A Housing First project on Fifth Avenue and Wood Street in Whitehorse on Nov. 5, 2019. More than two months after Yukon government unveiled its Housing First project in downtown Whitehorse, announced plans for residents to begin moving in throughout the middle to end of November, the building remains empty. (Crystal Schick/Yukon News file)

Yukon government’s Housing First project sits empty

Residents had originally been scheduled to move in in November

More than two months after Yukon government unveiled its Housing First project in downtown Whitehorse and announced plans for residents to begin moving in throughout the middle to end of November, the building remains empty.

Health and Social Services spokesperson Pat Living confirmed in a Jan. 28 email that the 16-unit building at Fifth Avenue and Wood Street that was built to provide permanent housing to vulnerable people has not opened.

“We have experienced some delays in getting the building open,” Living wrote. “These have been in the setup of the building security and communication systems. Having these in place is important for the safety of both tenants and staff.

“We are currently finalizing staffing for the residence. As with the systems, it is important to have the right staff in place to support the tenants who will occupy the building and that has taken some time as well.”

She explained parts of the communication/security system were delayed in coming from Outside and there were also some issues in having getting internet into the building.

She said one or two staff will work at the building “depending on time of day and level of activity.” It was not made clear what the total number of staff employed to work specifically at the residence will be.

It will now be February before residents begin moving in on a staggered basis with outstanding issues expected to be resolved “shortly,” Living said.

“As much as we all would have wanted to see tenants in the units sooner, given the newness of this project and the fact that it is the first Housing First project, we want to ensure that it is done right,” she said.

Living also stressed the importance of “upfront engaging and working with our partners” on efforts like consultation with the neighbourhood, tenant selection and sharing of information.

Health and Social Services Minister Pauline Frost was not available for an interview but in a statement expressed disappointment with the delay. She also stressed the importance of ensuring doing things right over a quick opening.

“I understand the department is finalizing safety and security systems as well as hiring at the residence, and are planning to welcome residents in the coming weeks,” the statement says.

“I have reiterated to my department the vital importance of this initiative and the need to introduce this service properly by making sure we have the supports and structures in place to allow for a successful transition for the clients and staff as well as surrounding neighbours.

“This kind of approach to addressing homelessness in our territory has never been undertaken before and it is more important that it is done right than that we get it done quickly. We remain committed to addressing homelessness in our territory through a housing first approach and we continue to work closely with our community partners to ensure that the housing first residence operates effectively to support Yukoners in need.”

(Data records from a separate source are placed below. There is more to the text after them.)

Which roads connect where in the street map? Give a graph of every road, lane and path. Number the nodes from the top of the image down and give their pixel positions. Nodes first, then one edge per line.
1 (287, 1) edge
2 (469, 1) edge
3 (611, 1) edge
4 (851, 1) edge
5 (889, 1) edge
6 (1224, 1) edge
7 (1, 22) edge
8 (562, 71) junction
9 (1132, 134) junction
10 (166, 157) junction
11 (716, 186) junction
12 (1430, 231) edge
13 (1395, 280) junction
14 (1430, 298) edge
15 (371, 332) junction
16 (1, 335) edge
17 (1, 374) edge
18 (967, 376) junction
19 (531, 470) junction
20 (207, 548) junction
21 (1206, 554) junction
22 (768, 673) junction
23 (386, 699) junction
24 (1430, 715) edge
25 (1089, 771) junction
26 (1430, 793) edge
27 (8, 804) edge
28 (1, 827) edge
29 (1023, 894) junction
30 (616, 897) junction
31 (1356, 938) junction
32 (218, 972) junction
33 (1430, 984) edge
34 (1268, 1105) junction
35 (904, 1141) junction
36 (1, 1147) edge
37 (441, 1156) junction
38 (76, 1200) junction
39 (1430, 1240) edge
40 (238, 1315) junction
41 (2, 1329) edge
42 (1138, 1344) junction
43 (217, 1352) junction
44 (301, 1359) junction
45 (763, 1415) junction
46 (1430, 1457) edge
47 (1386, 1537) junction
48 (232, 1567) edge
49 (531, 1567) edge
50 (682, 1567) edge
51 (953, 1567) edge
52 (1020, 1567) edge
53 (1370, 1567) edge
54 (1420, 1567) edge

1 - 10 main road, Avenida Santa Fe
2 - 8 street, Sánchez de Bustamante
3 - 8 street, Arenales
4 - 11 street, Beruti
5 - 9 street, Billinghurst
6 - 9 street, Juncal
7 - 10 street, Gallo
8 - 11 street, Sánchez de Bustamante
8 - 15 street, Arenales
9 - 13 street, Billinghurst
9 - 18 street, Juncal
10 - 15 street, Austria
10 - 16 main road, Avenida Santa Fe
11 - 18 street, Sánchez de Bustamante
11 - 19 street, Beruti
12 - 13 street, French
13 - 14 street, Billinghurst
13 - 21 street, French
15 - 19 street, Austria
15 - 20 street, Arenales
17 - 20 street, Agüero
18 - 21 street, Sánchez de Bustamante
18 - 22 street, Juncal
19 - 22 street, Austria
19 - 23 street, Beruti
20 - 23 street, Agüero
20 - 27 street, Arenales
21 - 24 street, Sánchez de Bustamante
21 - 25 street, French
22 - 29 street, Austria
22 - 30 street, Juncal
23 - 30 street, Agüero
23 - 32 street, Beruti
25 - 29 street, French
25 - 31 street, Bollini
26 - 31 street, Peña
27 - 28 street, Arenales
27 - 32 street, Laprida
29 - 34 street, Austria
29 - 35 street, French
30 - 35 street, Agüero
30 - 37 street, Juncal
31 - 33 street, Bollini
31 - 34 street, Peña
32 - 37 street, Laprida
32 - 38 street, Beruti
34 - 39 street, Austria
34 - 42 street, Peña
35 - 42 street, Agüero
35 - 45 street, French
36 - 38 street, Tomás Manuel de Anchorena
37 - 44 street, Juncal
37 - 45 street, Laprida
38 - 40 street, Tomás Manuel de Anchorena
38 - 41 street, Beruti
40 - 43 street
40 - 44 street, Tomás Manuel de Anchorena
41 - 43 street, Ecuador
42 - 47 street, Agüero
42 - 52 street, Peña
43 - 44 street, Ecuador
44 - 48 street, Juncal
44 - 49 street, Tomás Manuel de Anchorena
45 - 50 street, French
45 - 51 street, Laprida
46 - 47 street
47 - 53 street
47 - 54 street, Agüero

The project was originally announced in November 2017 and expected to be completed by June 30, 2019 and cost $2.7 million.

In July 2018 it was learned the territory would be paying substantially more with the lowest (and ultimately winning) bid coming in at $3.91 million.

In a Jan. 30 interview the Yukon Party’s Brad Cathers argued that with design costs the building is now costing upwards of $4.3 million.

He said the Yukon government needs to be accountable and explain why officials announced it was opening in November when the actual opening now appears to be months away from that.

The project has been mismanaged from the beginning, given the delays and cost overruns, he said.

“We are disappointed,” he commented, noting the money spent on the building is Yukoners’ money and the territory deserves an explanation on the situation.

At the unveiling of the building in November 2019, officials said the 16 units could accommodate up to 20 residents, with some units available to couples.

Each unit is furnished and has a kitchen. Plans would see at least one staffer on duty around the clock 24/7.

“The staff will be trained to deescalate difficult situations and will be responsible for monitoring activities in and out of the building,” Frost said at the November “opening” of the building. “Staff will also be there to assist residents with daily living activities to provide life skills training and to provide referrals to other services as needed.”